Laboratory and field studies on stimulated aerobic productive chloroethene degradation in activated carbon filters

Principle of a self-regenerating bioactive carbon filter with immobilisation of specialized microorganisms on the activated carbon material.

Principle of a self-regenerating bioactive carbon filter with immobilisation of specialized microorganisms on the activated carbon material.

In “CKW Aktiv”, microbial aerobic CHC degradation on activated carbon will be established and optimized in laboratory tests. This will be followed by a pilot scale operation of the innovative bioactive carbon filter in the field.

Chlorinated hydrocarbons (CHCs) are highly relevant pollutants that can be found in groundwater worldwide. Physical processes such as activated carbon filtration are already established for the remediation of groundwater. Here, only adsorption processes take place, a regular change and energy-intensive regeneration of the activated carbon is required and the purification performance is usually rather inadequate for CHCs. Bioremediation, in which the pollutants are completely degraded by microorganisms in the groundwater, is an alternative that has so far mainly been used in-situ and for anaerobic-reductive processes. In the case of groundwater contamination with TCE or lower chlorinated compounds, aerobic-metabolic degradation has the advantage that no toxic intermediates (cDCE and VC) are produced and the deterioration of groundwater quality due to undesirable side reactions of the auxiliary substrates, i.e. the formation of hydrogen sulphide and methane, is avoided. 

Based on many years of research into aerobic CHC degradation at the Water Technology Centre (TZW) in Karlsruhe, where aerobic TCE degradation was first discovered and published, a number of molecular biological methods are now available to investigate microbiological degradation. It is known from previous projects which groups of organisms and functional genes are involved in TCE degradation. A molecular biological method for the detection of functional genes of the responsible organism has also been established for aerobic cDCE and VC degradation.
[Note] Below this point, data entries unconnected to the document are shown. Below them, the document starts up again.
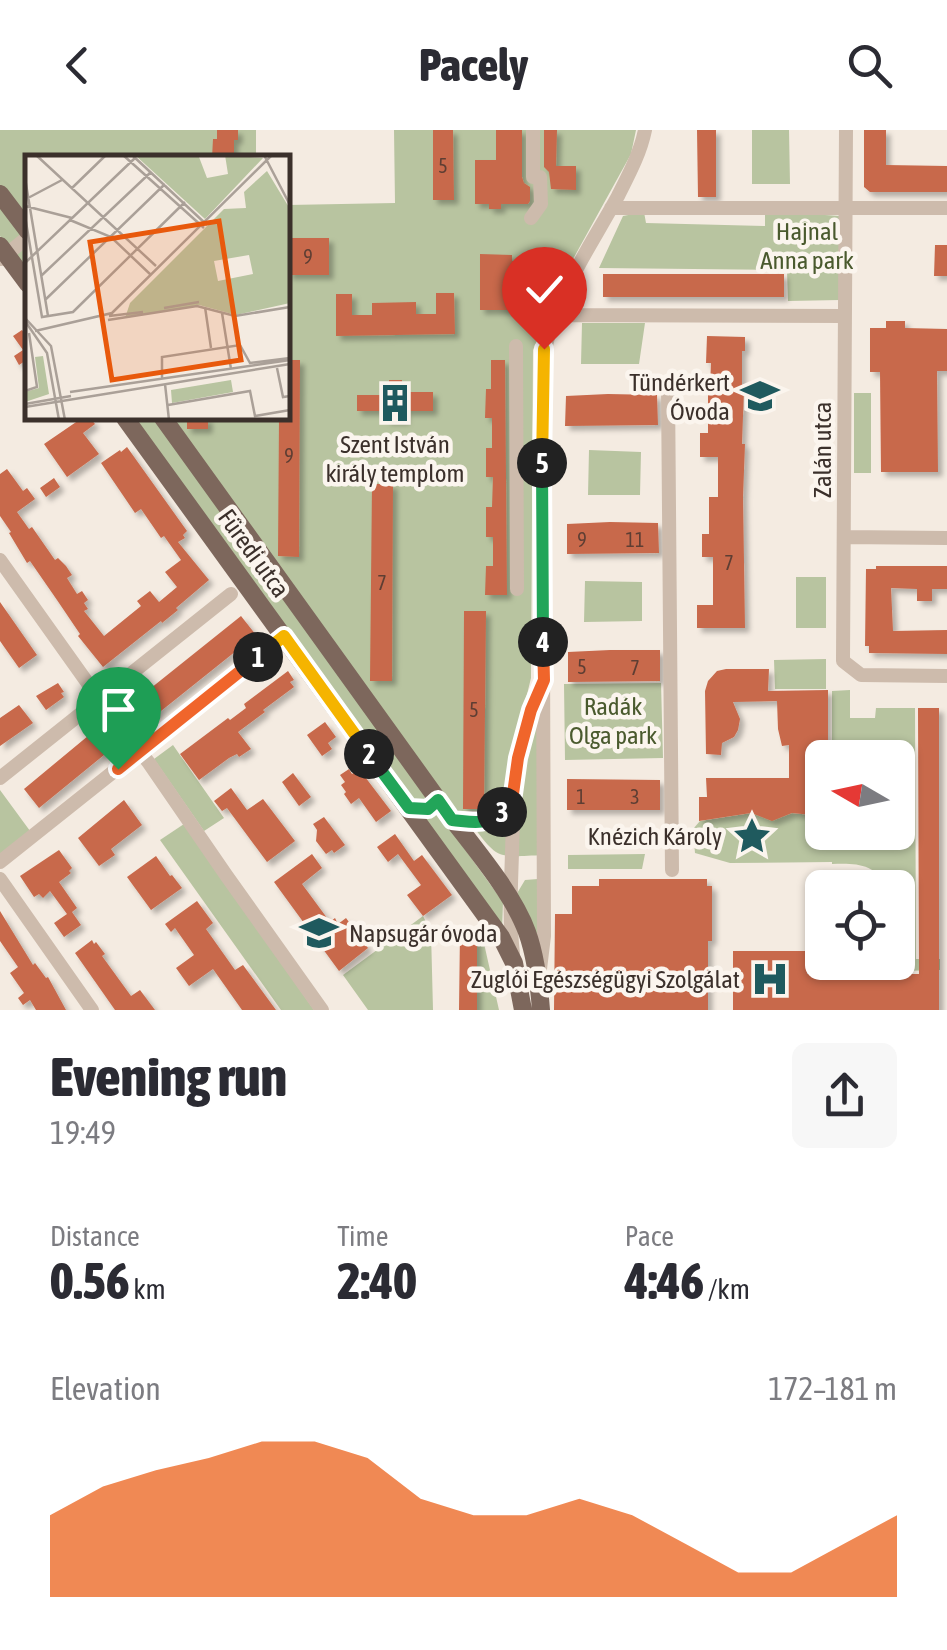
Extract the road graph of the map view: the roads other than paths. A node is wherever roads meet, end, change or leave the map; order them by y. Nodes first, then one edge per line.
1 (532, 130) edge
2 (645, 130) edge
3 (846, 130) edge
4 (0, 194) edge
5 (612, 208) junction
6 (947, 208) edge
7 (846, 209) junction
8 (6, 211) edge
9 (531, 218) dead end
10 (25, 231) edge
11 (25, 236) edge
12 (2, 254) edge
13 (25, 281) edge
14 (554, 314) junction
15 (845, 316) junction
16 (516, 346) dead end
17 (668, 388) dead end
18 (126, 420) edge
19 (163, 420) edge
20 (844, 537) junction
21 (947, 538) edge
22 (0, 560) edge
23 (517, 589) dead end
24 (231, 594) dead end
25 (284, 636) junction
26 (947, 676) edge
27 (544, 680) junction
28 (100, 699) junction
29 (140, 752) junction
30 (544, 757) junction
31 (518, 758) junction
32 (0, 778) edge
33 (438, 800) junction
34 (512, 801) junction
35 (409, 808) junction
36 (452, 820) junction
37 (0, 862) edge
38 (672, 870) dead end
39 (0, 879) edge
40 (510, 900) junction
41 (514, 963) junction
42 (539, 975) junction
43 (92, 1010) edge
44 (322, 1010) edge
45 (523, 1010) edge
46 (541, 1010) edge

1 - 9 street
2 - 5 street
3 - 7 street, Zalán utca
4 - 8 main road
5 - 7 street
5 - 14 street
6 - 7 street
7 - 15 street, Zalán utca
8 - 10 main road
11 - 12 street
12 - 13 main road
14 - 15 street
14 - 27 street
15 - 20 street, Zalán utca
16 - 23 street
17 - 38 street
18 - 25 main road, Füredi utca
19 - 33 main road, Füredi utca
20 - 21 street
20 - 26 street, Zalán utca
22 - 28 street
24 - 28 street
25 - 29 street
25 - 35 main road, Füredi utca
27 - 30 street
27 - 31 street
28 - 29 street
28 - 32 street
29 - 37 street
29 - 44 street
30 - 31 street
30 - 42 street
31 - 34 street
33 - 35 main road
33 - 36 main road, Füredi utca
34 - 36 street
34 - 40 street
35 - 41 main road, Füredi utca
36 - 40 main road, Füredi utca
39 - 43 street
40 - 41 street
40 - 42 main road, Füredi utca
41 - 45 main road, Füredi utca
42 - 46 main road, Füredi utca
The cooperation partner BoSS Consult GmbH (a small to medium-sized enterprise (SME) from Stuttgart) and TZW would now like to utilise the advantages of scientifically proven, aerobic-productive chloroethene degradation and combine it with the well established method of activated carbon filtration. To this end, a bioaugmented activated carbon filter, a so-called bioactivated carbon filter, is to be designed and characterised on the basis of extensive laboratory tests at the TZW and tested at a test site as part of a pilot operation. 
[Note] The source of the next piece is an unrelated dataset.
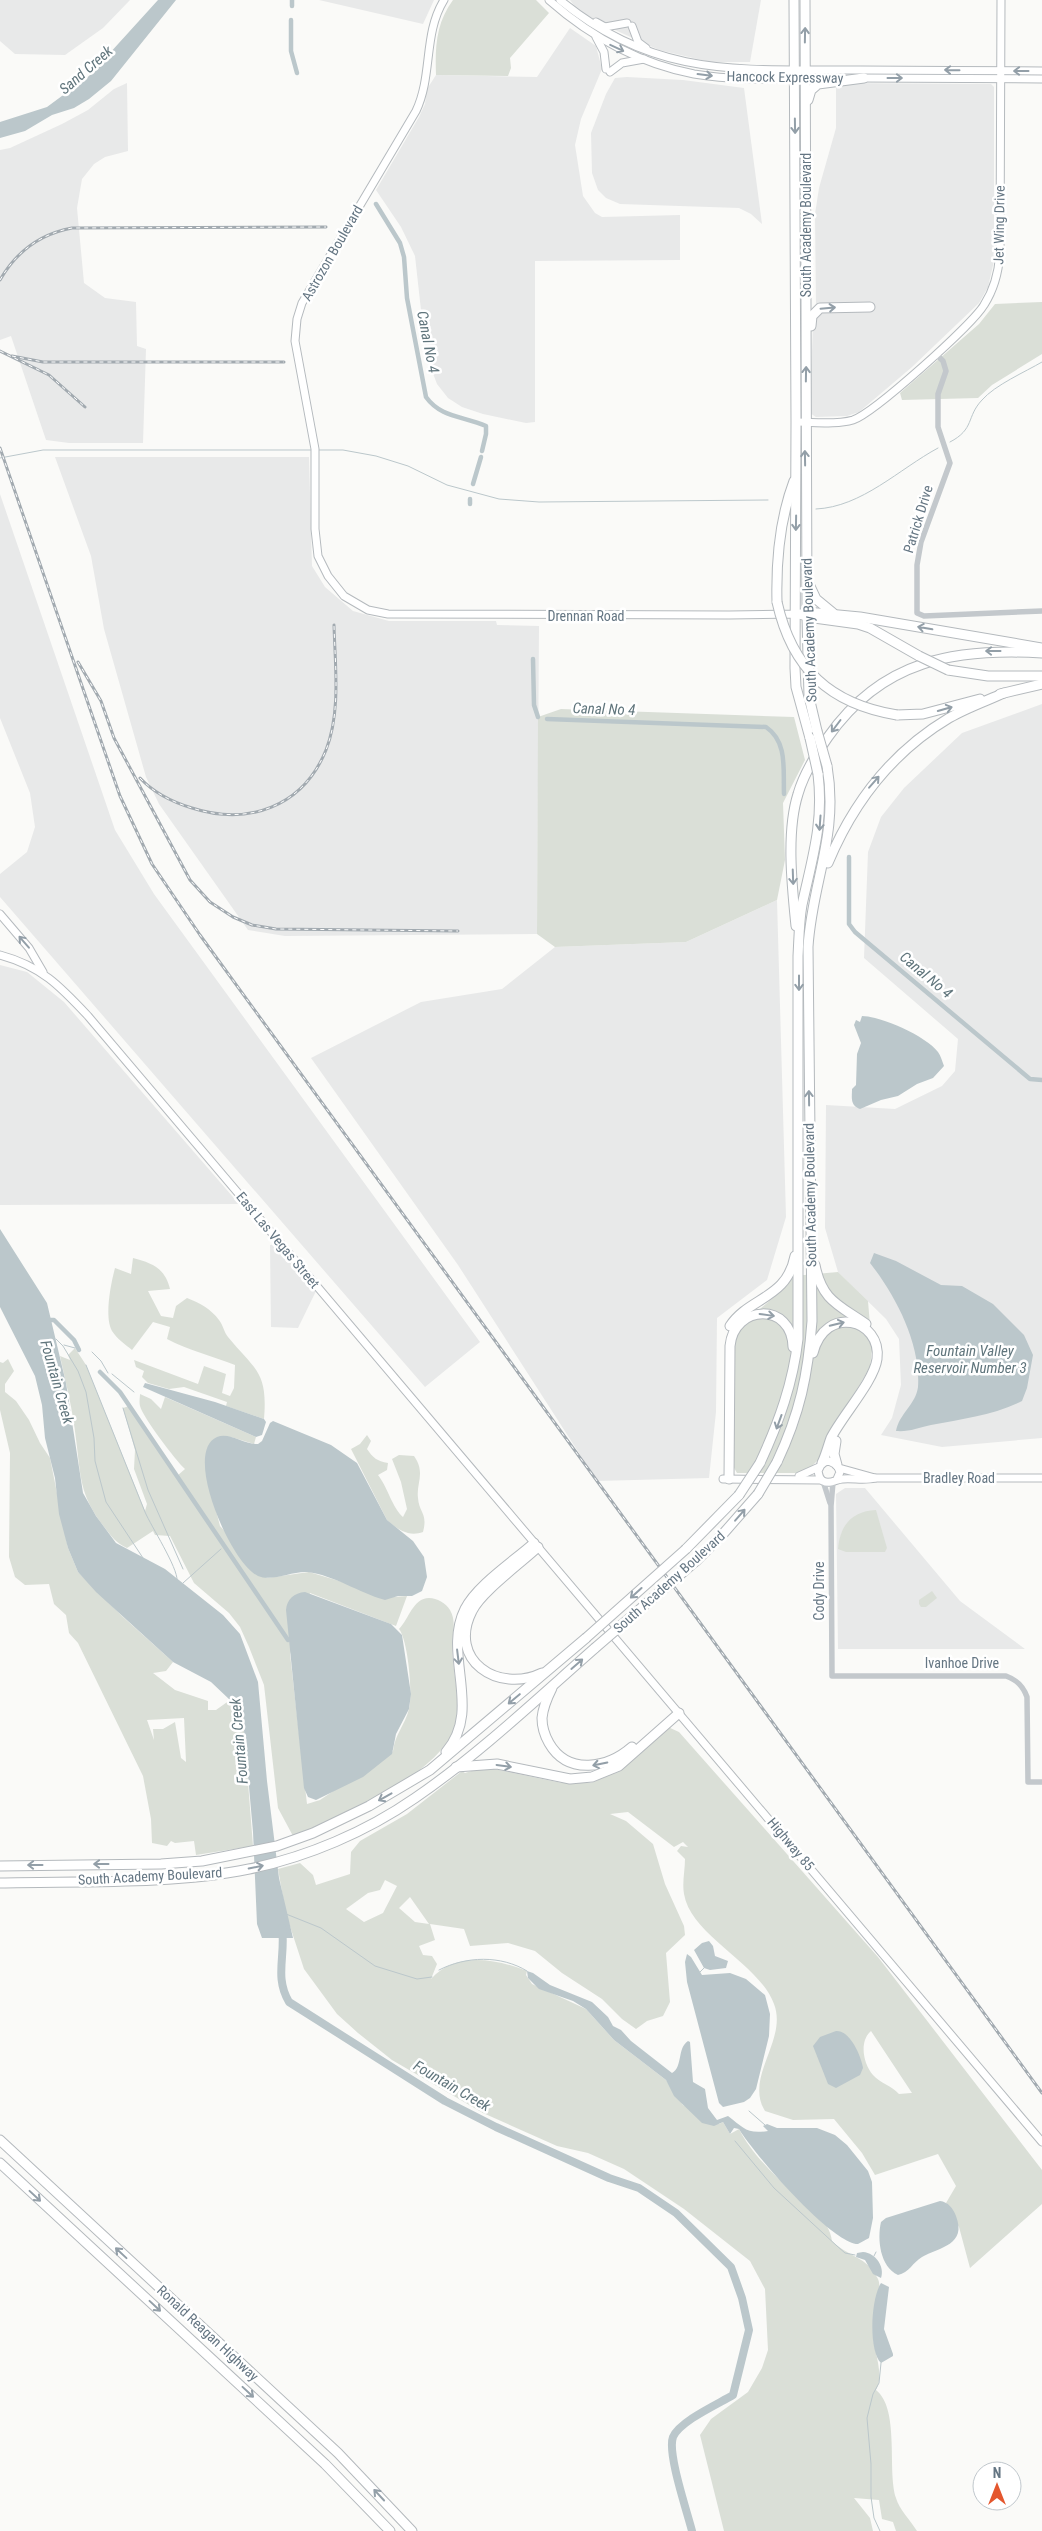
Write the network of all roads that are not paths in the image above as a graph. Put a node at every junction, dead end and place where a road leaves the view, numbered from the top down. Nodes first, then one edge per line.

The simultaneous regeneration is expected to significantly extend the filter service life. The reduced consumption of activated carbon has a positive effect on cost-benefit analyses in the context of remediation. At the same time, the model-based process description will advance digitalisation in the field of remediation and is of fundamental importance for further technological innovations, such as the future automatic control of remediation systems with regard to the optimisation of environmental conditions for the biological degradation of pollutants.